● Work request
Write out exactly the lines of the material below, beginning at the top and ending at the line that contains "Please list the".
Task input below:
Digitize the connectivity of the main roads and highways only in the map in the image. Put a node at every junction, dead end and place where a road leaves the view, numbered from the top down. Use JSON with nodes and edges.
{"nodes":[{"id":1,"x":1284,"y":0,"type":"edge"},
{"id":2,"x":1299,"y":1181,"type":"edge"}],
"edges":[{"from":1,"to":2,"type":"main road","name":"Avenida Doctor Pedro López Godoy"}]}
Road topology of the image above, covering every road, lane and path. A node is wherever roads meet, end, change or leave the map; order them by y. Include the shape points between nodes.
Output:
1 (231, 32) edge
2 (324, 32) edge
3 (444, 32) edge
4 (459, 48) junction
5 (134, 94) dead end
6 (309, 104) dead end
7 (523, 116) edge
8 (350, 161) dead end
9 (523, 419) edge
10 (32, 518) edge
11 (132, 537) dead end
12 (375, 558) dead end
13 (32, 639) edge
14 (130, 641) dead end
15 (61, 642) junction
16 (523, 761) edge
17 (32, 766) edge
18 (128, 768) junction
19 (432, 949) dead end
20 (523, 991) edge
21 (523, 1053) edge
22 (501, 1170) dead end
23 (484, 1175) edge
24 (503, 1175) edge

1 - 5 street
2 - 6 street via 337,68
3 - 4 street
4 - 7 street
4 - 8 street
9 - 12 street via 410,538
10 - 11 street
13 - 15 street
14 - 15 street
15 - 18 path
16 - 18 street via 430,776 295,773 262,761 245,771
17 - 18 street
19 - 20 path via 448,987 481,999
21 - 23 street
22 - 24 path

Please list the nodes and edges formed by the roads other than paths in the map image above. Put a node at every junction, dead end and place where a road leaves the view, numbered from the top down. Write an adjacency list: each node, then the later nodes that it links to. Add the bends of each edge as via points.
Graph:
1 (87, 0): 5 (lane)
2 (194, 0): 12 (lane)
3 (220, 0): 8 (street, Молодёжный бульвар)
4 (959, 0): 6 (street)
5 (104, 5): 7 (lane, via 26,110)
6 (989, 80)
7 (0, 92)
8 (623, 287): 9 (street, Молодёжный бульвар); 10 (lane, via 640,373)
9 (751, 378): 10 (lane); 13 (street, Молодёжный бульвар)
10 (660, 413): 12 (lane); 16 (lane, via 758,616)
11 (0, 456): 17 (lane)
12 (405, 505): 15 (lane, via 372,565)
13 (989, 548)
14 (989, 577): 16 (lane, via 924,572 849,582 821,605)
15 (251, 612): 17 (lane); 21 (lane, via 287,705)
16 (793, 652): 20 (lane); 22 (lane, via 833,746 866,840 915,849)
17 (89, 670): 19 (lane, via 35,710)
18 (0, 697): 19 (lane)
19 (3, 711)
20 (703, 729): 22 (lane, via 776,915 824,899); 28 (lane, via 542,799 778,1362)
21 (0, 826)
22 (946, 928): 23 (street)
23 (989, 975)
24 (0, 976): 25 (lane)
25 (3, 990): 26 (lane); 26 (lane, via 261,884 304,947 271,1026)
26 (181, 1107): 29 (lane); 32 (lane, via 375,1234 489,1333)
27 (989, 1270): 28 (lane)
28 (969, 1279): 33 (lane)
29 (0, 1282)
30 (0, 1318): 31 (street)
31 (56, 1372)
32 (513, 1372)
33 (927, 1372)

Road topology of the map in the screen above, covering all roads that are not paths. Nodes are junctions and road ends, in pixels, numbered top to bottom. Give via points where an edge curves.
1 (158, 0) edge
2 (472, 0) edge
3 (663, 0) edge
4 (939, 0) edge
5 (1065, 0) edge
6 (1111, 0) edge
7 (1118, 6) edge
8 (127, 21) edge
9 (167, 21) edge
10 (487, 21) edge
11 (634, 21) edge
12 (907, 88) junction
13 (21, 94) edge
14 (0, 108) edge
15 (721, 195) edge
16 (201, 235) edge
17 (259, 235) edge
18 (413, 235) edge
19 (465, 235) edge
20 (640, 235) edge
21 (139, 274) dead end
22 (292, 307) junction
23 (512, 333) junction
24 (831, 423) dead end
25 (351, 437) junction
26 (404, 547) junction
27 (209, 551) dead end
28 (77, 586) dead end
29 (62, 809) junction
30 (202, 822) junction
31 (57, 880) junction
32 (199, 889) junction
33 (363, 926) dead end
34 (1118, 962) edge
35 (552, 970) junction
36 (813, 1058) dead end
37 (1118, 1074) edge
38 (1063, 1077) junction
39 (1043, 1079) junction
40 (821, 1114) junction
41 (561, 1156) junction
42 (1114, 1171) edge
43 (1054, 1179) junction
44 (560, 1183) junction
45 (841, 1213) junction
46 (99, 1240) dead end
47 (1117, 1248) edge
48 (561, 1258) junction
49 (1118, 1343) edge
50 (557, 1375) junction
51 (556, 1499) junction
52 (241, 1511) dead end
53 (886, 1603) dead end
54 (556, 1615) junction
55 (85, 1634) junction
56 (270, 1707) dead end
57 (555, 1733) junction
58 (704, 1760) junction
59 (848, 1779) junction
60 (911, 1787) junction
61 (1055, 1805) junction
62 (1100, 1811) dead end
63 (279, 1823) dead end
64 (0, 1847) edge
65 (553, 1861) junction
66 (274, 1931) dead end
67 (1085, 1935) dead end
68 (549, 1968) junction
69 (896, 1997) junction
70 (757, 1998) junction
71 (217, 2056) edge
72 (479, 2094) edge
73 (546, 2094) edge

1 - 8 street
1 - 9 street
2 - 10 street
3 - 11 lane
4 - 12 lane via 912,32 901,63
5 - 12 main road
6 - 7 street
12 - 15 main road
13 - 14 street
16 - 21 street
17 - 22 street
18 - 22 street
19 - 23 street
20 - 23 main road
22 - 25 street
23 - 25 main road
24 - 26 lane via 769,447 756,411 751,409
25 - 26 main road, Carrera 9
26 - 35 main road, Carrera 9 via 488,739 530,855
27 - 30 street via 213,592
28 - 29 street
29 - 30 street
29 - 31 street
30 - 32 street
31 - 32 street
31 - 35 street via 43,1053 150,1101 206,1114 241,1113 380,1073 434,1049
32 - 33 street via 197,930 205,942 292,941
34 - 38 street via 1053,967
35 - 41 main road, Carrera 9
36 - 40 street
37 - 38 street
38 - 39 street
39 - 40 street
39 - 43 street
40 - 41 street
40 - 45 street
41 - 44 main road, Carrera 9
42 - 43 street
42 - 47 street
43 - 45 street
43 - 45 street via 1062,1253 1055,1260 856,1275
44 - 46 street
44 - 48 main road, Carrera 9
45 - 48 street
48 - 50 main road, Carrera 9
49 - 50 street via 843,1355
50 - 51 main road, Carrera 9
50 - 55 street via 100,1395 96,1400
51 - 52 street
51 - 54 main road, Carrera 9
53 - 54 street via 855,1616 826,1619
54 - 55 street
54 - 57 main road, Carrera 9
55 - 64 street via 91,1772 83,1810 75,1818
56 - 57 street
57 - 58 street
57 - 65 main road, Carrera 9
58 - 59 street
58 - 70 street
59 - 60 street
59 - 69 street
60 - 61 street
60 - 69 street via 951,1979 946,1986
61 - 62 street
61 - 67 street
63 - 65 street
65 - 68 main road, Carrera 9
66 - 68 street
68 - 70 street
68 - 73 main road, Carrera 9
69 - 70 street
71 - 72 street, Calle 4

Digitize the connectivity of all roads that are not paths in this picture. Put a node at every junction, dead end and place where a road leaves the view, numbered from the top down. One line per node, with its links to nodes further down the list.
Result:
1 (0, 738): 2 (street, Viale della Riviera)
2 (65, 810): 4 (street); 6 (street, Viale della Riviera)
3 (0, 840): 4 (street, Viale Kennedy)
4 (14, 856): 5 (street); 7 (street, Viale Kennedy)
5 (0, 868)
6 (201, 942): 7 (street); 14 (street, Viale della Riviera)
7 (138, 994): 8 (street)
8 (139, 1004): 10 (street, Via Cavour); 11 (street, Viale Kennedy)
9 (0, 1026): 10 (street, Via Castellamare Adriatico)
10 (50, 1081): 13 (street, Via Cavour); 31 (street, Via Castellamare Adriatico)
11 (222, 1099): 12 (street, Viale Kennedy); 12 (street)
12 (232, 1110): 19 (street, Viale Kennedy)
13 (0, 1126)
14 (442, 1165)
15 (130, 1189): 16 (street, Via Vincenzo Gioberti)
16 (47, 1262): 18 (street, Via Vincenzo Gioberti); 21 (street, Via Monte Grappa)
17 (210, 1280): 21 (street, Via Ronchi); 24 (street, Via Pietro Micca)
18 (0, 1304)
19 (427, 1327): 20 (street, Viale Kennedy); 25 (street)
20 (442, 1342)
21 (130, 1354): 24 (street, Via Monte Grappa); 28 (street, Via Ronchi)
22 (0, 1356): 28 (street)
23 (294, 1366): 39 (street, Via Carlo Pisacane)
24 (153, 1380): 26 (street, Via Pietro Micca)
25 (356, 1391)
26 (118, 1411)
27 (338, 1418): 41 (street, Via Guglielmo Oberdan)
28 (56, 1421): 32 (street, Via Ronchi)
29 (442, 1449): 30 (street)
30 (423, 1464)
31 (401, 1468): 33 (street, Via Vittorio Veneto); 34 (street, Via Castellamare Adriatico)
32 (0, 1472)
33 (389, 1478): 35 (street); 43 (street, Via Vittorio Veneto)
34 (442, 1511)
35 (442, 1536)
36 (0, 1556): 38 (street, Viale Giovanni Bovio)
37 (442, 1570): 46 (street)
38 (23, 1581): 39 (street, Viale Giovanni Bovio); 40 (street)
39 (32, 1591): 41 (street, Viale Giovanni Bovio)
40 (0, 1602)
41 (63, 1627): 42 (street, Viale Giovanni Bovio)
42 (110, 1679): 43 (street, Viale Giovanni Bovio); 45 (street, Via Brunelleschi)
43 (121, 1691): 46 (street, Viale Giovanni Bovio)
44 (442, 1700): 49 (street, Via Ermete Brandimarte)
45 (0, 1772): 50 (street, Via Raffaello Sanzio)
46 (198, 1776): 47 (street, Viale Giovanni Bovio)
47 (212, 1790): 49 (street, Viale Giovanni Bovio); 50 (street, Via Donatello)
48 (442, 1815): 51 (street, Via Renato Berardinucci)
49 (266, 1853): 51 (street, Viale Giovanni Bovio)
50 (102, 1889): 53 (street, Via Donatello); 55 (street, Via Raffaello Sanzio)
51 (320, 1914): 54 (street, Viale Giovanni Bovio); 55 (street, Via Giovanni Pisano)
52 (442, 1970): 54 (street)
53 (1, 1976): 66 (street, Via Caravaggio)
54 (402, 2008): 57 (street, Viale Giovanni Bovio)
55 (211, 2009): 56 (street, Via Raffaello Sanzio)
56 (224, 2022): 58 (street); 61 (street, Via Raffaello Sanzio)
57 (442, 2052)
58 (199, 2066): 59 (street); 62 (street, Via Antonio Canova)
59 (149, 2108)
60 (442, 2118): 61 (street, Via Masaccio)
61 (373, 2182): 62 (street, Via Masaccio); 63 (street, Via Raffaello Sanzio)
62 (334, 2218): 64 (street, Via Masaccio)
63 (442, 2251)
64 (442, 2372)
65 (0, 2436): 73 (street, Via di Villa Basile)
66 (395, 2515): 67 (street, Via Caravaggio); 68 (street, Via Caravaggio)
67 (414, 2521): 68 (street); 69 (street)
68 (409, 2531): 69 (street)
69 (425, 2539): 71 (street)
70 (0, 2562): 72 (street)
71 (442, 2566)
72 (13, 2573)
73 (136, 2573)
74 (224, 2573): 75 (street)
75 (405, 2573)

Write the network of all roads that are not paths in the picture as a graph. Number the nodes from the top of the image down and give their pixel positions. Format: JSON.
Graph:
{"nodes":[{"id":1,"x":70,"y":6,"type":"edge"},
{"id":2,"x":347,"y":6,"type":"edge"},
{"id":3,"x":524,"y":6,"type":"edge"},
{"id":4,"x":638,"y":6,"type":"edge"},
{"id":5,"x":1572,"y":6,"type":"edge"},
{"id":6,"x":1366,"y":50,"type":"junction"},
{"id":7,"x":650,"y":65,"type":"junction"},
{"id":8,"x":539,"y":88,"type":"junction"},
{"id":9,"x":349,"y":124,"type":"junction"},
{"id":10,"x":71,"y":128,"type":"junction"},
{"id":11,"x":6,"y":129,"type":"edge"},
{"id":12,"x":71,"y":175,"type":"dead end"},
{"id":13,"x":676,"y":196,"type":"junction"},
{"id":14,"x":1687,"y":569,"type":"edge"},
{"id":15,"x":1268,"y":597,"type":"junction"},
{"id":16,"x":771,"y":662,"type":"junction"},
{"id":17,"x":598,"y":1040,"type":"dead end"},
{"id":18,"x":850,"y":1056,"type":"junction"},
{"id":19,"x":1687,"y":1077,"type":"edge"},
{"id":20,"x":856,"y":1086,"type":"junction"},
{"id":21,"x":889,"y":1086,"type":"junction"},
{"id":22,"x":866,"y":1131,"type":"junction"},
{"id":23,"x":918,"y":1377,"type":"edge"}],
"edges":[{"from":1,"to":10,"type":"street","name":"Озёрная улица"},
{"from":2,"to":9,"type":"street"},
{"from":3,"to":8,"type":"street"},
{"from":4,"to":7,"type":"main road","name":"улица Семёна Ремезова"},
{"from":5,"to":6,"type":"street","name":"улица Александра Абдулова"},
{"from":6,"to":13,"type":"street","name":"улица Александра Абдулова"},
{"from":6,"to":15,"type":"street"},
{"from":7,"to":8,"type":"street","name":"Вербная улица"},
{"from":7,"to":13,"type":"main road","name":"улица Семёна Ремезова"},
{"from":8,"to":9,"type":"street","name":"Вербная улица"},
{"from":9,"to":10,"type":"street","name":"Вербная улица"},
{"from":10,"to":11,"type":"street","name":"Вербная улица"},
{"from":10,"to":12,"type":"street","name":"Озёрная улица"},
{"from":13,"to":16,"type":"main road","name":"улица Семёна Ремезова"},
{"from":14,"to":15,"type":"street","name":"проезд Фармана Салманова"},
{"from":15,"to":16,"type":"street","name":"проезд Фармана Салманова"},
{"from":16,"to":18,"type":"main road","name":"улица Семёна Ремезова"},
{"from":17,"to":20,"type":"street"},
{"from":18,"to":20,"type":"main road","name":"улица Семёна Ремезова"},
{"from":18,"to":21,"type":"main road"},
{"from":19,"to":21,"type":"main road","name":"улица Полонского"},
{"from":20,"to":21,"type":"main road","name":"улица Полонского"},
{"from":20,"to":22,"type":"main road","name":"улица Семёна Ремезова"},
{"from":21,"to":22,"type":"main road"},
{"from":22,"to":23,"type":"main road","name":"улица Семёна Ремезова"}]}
End of Task input.
● Result below
Digitize the connectivity of the main roads and highways only in the map in the image. Put a node at every junction, dead end and place where a road leaves the view, numbered from the top down. Use JSON with nodes and edges.
{"nodes":[{"id":1,"x":1284,"y":0,"type":"edge"},
{"id":2,"x":1299,"y":1181,"type":"edge"}],
"edges":[{"from":1,"to":2,"type":"main road","name":"Avenida Doctor Pedro López Godoy"}]}
Road topology of the image above, covering every road, lane and path. A node is wherever roads meet, end, change or leave the map; order them by y. Include the shape points between nodes.
Output:
1 (231, 32) edge
2 (324, 32) edge
3 (444, 32) edge
4 (459, 48) junction
5 (134, 94) dead end
6 (309, 104) dead end
7 (523, 116) edge
8 (350, 161) dead end
9 (523, 419) edge
10 (32, 518) edge
11 (132, 537) dead end
12 (375, 558) dead end
13 (32, 639) edge
14 (130, 641) dead end
15 (61, 642) junction
16 (523, 761) edge
17 (32, 766) edge
18 (128, 768) junction
19 (432, 949) dead end
20 (523, 991) edge
21 (523, 1053) edge
22 (501, 1170) dead end
23 (484, 1175) edge
24 (503, 1175) edge

1 - 5 street
2 - 6 street via 337,68
3 - 4 street
4 - 7 street
4 - 8 street
9 - 12 street via 410,538
10 - 11 street
13 - 15 street
14 - 15 street
15 - 18 path
16 - 18 street via 430,776 295,773 262,761 245,771
17 - 18 street
19 - 20 path via 448,987 481,999
21 - 23 street
22 - 24 path

Please list the nodes and edges formed by the roads other than paths in the map image above. Put a node at every junction, dead end and place where a road leaves the view, numbered from the top down. Write an adjacency list: each node, then the later nodes that it links to. Add the bends of each edge as via points.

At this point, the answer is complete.